Sizwe Biyela testified under cross-examination by the State on Wednesday that on 30 October 2018, the morning of Mihalik’s assassination, he and his co-accused Nkosinathi Khumalo and Vuyile Maliti were sitting in a VW Polo with a fourth man and they were negotiating the sale of Kruger Rands.
He said his girlfriend was waiting at a nearby garage for them to conclude their business.
From KwaZulu-Natal’s Umlazi, he only remembers it being near the garage where she was waiting, and a Spar.
After the negotiations, he and his girlfriend caught a metered taxi to Langa to get her hair done.
The court has already heard that his phone was tracked to the Langa Shoprite and that he bought himself a bus ticket back to Durban.

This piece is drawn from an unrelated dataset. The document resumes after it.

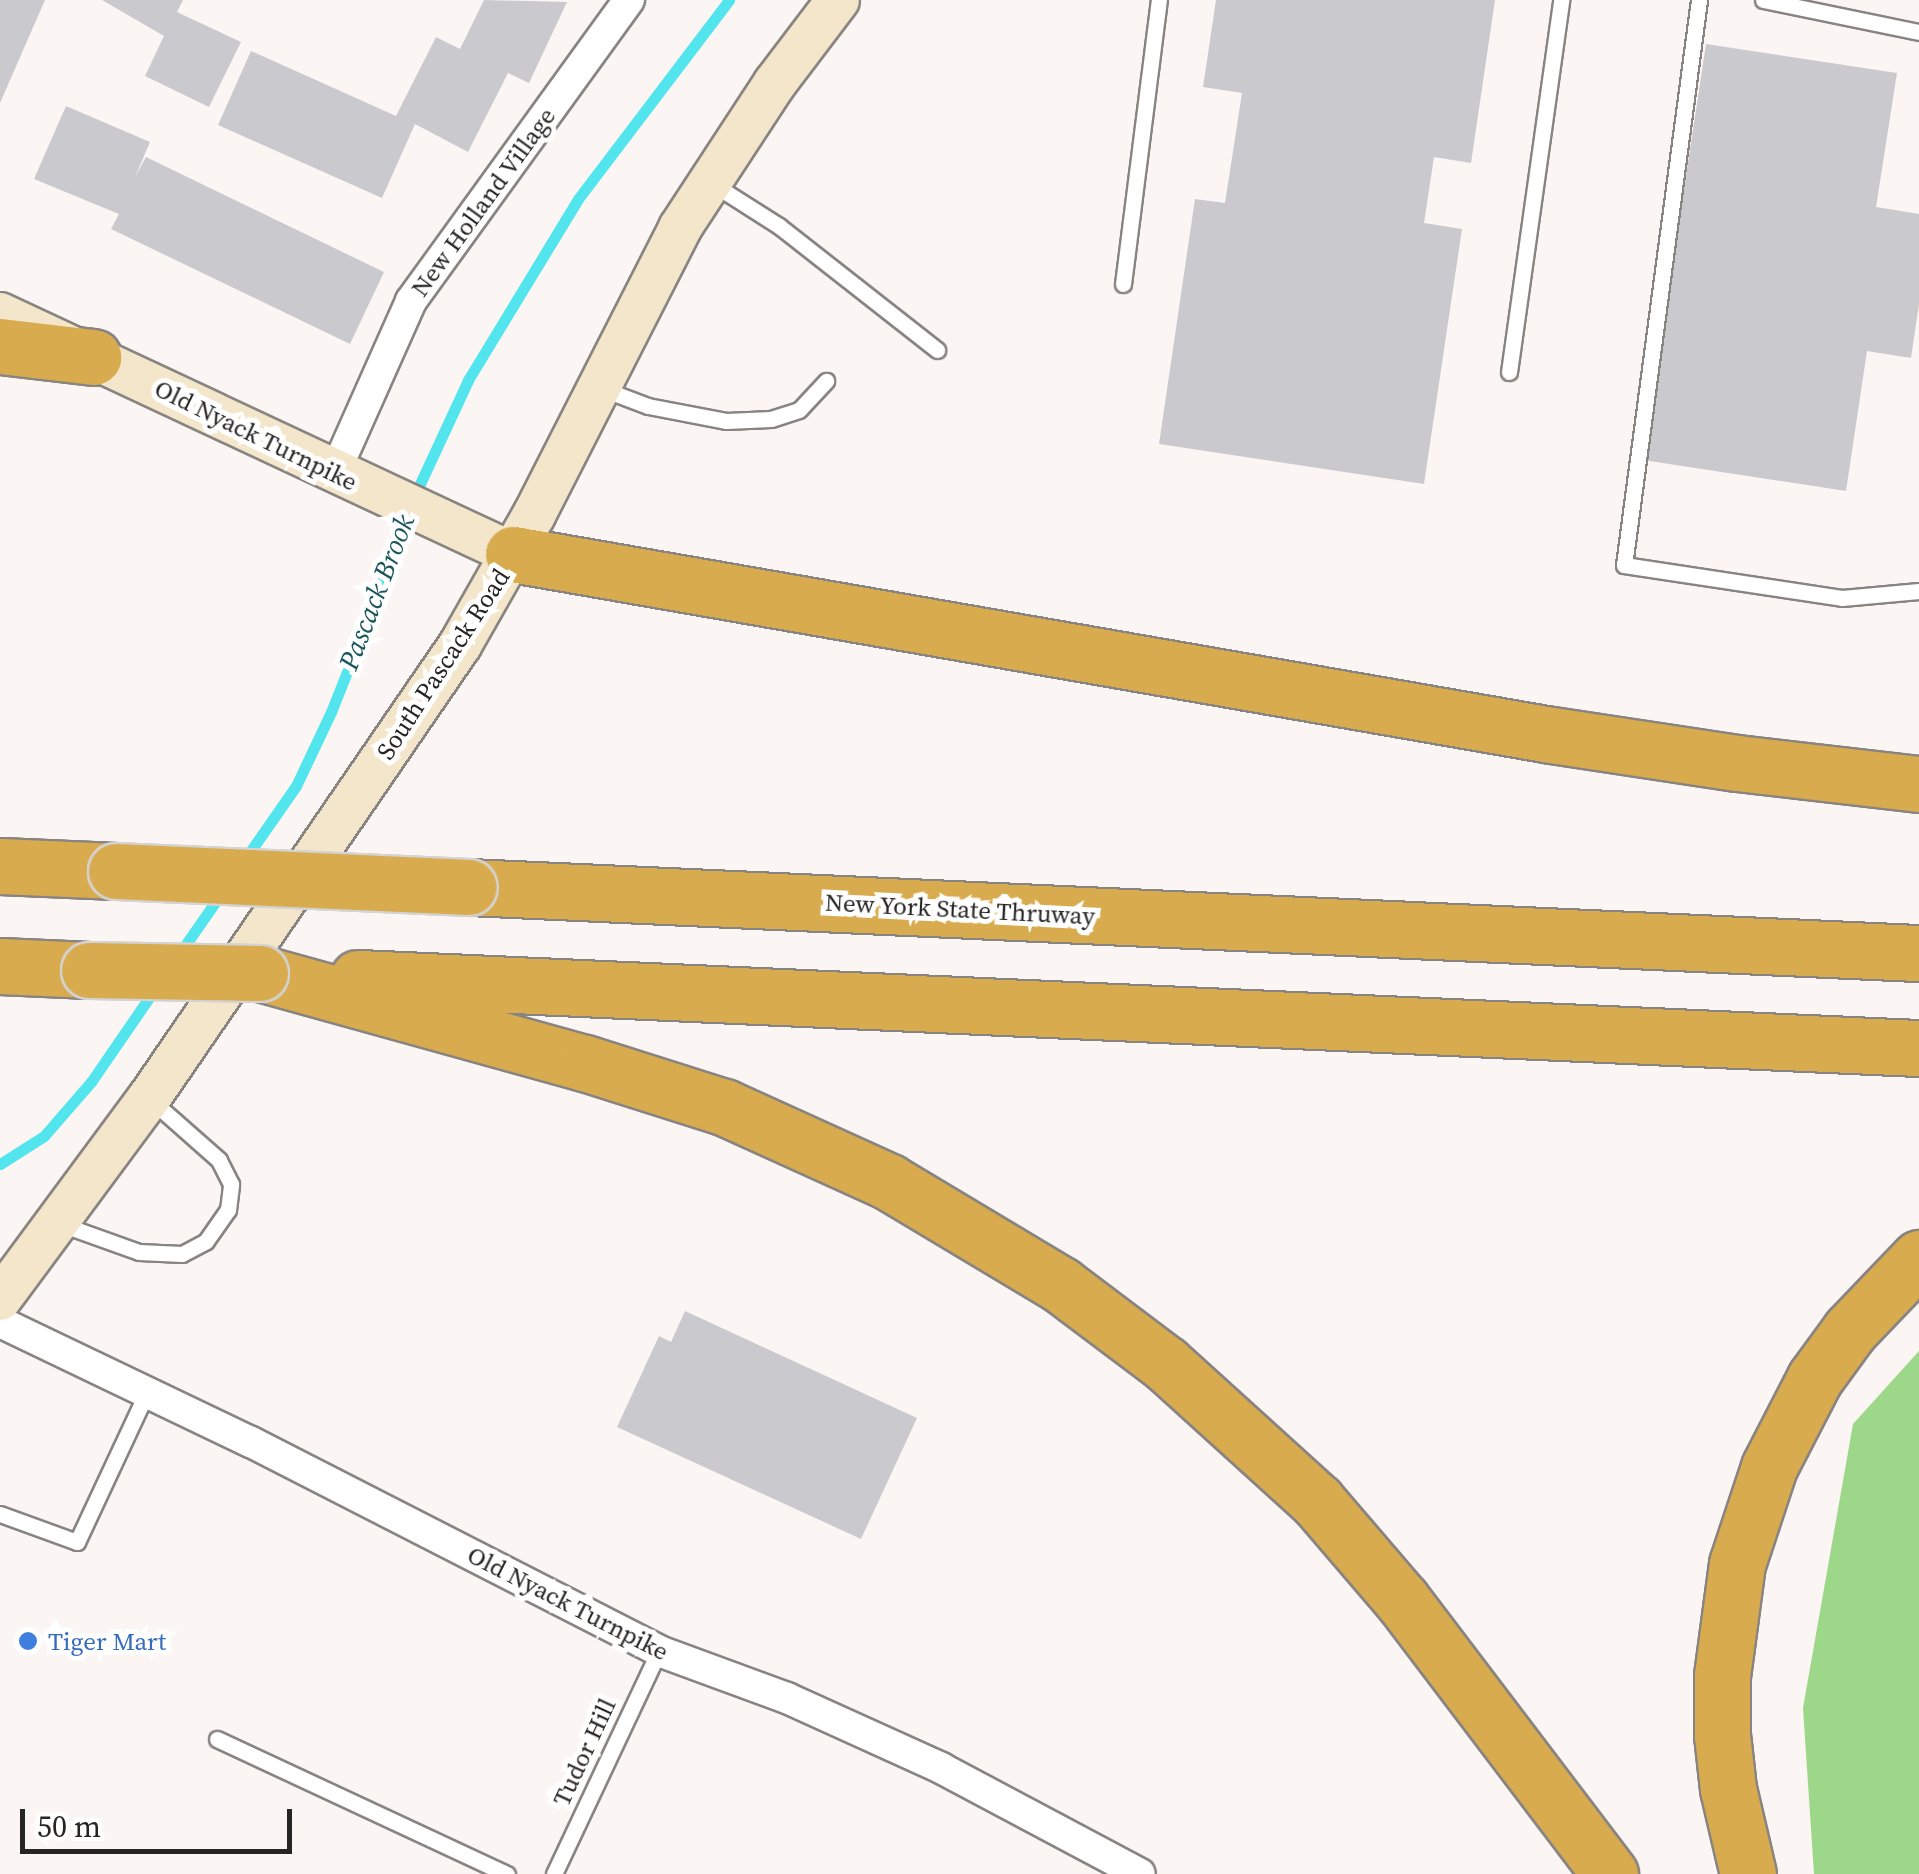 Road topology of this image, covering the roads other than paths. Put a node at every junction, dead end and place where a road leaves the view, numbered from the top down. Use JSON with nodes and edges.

After the murder of Mihalik, police combed the area to get witness statements on possible vehicle sightings and examined CCTV along the road.
Meanwhile, the three ended up being pulled over by a traffic officer for skipping a stop street. The car Khumalo was in drove off, but he walked back to say that the driver had just fled the scene.
So, because the traffic officer was only half-way through fining him, he took him to the Sea Point police station to finish writing out the ticket and possibly even find the car that drove away.
Before he knew it, Khumalo was quickly connected to the hit, based on CCTV footage of the vehicles and the registration numbers of the cars at the scene and the cars pulled over at the traffic stop.
All three deny having anything to do with the murder, and the attempted murder of Mihalik’s young children.
At Sea Point police station, Khumalo’s phone was ringing incessantly, and a police officer whipped it out of his shirt, so the police had their second breakthrough. They were able to trace the person calling urgently, which was Biyela, and obtained a picture of him.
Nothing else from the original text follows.